UniSource Energy Services (UES) said Dec. 11 that it will expand its renewable energy portfolio next year by building a community-scale solar photovoltaic (PV) system in Mohave County, Arizona and providing small solar arrays to two Nogales high schools.
The projects are part of a UES plan to comply with Arizona’s Renewable Energy Standard, which calls on utilities to increase their use of renewable power each year until it accounts for 15% of their energy by 2025. The company’s efforts are funded in part by the Renewable Energy Standard Tariff (REST), a usage-based charge on UES customers’ electric bills. In addition to approving UES’ renewable energy plan, the Arizona Corporation Commission set the monthly cap on the residential REST charge at $3.30 for 2016 – down from $3.40 this year.

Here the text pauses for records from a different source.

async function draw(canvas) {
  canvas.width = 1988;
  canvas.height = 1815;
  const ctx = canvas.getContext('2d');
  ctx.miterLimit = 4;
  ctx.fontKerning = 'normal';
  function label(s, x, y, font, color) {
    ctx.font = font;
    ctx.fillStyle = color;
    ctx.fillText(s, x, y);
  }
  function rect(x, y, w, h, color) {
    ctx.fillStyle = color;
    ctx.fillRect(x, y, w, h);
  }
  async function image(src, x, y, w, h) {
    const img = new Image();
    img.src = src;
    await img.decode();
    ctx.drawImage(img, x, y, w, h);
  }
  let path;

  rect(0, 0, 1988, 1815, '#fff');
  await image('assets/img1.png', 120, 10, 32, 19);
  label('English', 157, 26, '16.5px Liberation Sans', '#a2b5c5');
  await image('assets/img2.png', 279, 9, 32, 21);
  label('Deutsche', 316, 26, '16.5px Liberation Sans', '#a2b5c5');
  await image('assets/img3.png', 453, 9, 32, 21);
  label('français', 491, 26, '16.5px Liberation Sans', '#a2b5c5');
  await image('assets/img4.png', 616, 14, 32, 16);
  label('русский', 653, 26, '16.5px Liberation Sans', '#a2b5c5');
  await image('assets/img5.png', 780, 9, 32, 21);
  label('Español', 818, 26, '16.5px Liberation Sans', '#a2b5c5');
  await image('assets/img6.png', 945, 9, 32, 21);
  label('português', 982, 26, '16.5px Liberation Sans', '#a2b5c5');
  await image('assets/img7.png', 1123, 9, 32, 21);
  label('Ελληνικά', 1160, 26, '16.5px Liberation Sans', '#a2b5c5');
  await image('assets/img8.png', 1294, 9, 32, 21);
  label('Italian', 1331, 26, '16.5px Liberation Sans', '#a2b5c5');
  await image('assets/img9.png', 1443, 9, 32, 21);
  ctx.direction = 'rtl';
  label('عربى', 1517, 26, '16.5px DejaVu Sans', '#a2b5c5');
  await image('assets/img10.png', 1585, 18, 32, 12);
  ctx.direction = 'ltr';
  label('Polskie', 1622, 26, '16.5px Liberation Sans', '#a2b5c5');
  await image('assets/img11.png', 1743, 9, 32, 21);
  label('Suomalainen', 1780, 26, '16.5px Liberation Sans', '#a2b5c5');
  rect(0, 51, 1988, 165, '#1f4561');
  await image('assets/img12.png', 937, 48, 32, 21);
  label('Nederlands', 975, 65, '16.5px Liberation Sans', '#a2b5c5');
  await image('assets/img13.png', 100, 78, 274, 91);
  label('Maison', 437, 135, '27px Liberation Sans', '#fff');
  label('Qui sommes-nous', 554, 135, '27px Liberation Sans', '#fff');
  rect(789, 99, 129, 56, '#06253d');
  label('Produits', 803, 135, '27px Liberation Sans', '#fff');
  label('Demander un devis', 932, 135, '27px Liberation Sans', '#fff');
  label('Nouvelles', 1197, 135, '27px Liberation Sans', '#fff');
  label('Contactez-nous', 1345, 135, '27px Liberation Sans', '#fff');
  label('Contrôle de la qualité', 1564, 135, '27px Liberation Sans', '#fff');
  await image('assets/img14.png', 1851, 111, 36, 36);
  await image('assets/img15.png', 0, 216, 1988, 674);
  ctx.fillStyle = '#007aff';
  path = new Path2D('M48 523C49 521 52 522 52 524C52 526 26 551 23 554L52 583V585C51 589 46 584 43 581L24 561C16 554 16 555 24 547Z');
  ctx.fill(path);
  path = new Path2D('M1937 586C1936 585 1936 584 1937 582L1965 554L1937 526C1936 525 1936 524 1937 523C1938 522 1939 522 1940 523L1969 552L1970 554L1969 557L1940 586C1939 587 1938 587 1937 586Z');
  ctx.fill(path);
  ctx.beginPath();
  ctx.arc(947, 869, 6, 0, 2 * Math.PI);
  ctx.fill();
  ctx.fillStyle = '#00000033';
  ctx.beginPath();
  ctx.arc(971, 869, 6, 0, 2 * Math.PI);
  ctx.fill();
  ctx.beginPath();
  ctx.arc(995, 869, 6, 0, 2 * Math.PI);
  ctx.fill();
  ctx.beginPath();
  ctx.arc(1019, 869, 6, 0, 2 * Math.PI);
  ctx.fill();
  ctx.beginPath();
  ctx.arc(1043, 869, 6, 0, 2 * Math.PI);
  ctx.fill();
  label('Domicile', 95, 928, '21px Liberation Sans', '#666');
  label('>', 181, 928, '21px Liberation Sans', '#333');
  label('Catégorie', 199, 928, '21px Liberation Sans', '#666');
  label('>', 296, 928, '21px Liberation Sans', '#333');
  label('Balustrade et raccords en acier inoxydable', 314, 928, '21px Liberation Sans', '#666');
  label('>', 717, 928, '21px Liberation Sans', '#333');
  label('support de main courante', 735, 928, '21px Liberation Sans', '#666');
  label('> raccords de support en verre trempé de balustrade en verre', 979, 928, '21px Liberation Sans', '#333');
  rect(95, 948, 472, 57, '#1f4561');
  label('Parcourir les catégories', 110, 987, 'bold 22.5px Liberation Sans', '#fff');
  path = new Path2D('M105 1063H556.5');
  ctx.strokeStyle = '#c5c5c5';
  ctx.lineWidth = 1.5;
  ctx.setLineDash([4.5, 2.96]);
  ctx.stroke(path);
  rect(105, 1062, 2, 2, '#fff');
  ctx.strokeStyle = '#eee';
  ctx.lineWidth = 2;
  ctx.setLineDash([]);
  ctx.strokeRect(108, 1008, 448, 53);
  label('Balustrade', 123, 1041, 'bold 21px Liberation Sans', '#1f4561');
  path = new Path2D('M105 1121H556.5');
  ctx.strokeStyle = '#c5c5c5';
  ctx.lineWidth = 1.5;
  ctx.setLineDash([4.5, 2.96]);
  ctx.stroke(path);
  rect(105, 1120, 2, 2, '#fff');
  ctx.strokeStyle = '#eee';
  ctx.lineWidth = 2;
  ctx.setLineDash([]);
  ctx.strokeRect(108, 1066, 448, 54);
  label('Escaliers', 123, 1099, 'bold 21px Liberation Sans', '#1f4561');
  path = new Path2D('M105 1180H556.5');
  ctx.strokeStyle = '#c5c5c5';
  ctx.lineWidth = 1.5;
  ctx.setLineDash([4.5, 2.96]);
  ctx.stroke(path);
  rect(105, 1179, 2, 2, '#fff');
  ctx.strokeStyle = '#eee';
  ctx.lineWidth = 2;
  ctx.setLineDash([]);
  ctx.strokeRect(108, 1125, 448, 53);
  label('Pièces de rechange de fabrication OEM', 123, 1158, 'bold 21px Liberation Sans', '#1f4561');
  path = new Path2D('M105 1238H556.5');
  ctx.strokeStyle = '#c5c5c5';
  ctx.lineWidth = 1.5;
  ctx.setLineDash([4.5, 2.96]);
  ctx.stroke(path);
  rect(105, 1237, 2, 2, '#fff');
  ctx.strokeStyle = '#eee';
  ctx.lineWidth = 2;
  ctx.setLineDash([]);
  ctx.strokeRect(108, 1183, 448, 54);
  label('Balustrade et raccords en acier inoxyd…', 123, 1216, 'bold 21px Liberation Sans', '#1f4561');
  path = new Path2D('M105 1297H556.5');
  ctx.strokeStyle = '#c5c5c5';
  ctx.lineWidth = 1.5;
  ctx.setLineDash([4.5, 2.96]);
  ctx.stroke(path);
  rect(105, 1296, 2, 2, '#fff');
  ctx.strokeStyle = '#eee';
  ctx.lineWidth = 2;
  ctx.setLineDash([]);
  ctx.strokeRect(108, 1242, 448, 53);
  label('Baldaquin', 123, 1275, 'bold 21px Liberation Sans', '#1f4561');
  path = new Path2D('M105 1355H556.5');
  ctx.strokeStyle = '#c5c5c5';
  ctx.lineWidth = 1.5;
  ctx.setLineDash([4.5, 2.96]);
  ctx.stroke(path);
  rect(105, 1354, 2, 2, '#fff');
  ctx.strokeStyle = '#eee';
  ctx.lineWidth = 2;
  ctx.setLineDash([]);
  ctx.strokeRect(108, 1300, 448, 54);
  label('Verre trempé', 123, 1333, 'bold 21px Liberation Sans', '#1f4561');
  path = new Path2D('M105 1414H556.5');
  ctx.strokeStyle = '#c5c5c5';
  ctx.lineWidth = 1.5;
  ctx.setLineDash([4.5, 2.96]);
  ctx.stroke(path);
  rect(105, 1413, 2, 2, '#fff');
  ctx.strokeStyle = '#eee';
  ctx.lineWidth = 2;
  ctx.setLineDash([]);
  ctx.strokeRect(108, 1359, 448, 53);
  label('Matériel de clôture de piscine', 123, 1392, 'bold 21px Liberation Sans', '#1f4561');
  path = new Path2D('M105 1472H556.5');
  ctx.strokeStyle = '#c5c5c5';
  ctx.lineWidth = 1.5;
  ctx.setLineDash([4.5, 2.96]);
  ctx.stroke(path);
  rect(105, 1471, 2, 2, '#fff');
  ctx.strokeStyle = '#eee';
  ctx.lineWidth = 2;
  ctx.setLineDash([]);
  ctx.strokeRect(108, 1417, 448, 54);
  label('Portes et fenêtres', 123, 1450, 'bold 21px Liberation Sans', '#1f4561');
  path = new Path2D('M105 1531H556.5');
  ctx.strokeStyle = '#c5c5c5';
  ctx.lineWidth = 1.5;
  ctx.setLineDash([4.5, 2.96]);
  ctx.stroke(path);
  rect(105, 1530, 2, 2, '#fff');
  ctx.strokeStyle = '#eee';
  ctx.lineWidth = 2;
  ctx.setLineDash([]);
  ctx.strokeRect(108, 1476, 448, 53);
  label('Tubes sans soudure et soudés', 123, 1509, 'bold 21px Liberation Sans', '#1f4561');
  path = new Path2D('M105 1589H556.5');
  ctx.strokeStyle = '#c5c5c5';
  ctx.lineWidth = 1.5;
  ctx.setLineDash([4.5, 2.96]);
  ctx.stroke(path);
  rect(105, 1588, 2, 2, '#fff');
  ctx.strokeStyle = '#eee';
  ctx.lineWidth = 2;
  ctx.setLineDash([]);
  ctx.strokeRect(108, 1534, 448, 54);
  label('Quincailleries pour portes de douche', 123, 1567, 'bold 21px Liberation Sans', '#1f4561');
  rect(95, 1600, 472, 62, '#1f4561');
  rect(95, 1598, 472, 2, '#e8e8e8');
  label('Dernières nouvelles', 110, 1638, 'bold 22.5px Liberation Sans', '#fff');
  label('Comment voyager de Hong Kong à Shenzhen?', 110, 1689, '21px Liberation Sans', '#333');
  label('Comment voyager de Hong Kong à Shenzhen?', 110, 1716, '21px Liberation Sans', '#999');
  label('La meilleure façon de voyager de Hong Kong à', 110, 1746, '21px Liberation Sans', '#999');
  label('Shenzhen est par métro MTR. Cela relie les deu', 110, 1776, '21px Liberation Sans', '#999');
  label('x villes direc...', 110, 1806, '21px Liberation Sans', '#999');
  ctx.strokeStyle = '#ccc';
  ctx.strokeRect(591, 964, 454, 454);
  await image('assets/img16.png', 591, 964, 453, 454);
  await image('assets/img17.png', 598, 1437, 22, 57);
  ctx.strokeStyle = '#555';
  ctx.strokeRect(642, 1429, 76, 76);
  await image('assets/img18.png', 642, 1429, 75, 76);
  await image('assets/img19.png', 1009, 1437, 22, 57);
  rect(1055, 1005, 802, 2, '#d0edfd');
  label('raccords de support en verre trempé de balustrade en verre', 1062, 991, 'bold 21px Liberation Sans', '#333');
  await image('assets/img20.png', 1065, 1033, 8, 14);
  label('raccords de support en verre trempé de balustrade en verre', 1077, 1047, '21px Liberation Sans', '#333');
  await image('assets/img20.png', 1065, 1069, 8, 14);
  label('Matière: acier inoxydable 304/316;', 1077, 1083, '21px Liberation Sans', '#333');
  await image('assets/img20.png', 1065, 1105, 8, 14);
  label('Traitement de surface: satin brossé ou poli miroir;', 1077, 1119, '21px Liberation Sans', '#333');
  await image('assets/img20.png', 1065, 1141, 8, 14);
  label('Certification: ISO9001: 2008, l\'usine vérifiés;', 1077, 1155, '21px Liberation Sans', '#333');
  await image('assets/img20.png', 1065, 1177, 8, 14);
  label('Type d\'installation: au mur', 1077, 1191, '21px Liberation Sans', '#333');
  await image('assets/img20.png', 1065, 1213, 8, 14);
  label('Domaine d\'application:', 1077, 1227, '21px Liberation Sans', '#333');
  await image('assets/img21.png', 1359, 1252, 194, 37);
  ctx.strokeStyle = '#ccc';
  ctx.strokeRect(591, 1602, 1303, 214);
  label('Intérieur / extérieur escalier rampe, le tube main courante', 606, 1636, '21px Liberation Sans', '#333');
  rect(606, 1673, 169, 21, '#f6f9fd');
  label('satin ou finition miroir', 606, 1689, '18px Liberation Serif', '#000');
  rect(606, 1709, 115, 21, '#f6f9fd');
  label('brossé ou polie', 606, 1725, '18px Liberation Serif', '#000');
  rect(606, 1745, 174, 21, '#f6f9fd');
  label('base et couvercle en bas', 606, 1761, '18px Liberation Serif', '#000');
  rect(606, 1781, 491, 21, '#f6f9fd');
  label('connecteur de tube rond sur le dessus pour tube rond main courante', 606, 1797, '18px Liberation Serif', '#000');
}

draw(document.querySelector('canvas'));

In 2016, UES plans to invest up to $10 million to build a 5-MW array at an undetermined location in Mohave County. The new array will complement UES’ other company-owned renewable energy systems, including a 7.2-MW solar array near Rio Rico and a 1.2-MW solar array in Kingman. UES also purchases power from solar and wind-powered resources in Mohave County. Including customer-owned systems, UES’ renewable portfolio has a combined capacity of about 48 MW.
UES also will use $60,000 in REST funds to pay for the installation of solar PV systems at Nogales High School and Pierson Vocational High School in Nogales. Each system will have a capacity of about 10 kW and will contribute to a small reduction in the schools’ monthly electric bills. UES has previously provided solar PV systems ranging in size from 5 kW to 12 kW to high schools in Mohave and Santa Cruz counties.
UES provides electric service to approximately 93,000 customers in Mohave and Santa Cruz counties. The company also provides natural gas to approximately 150,000 customers in northern and southern Arizona. UES and its parent company, UNS Energy, are subsidiaries of Fortis Inc., which owns utilities that serve more than 3 million customers across Canada and in the United States and the Caribbean.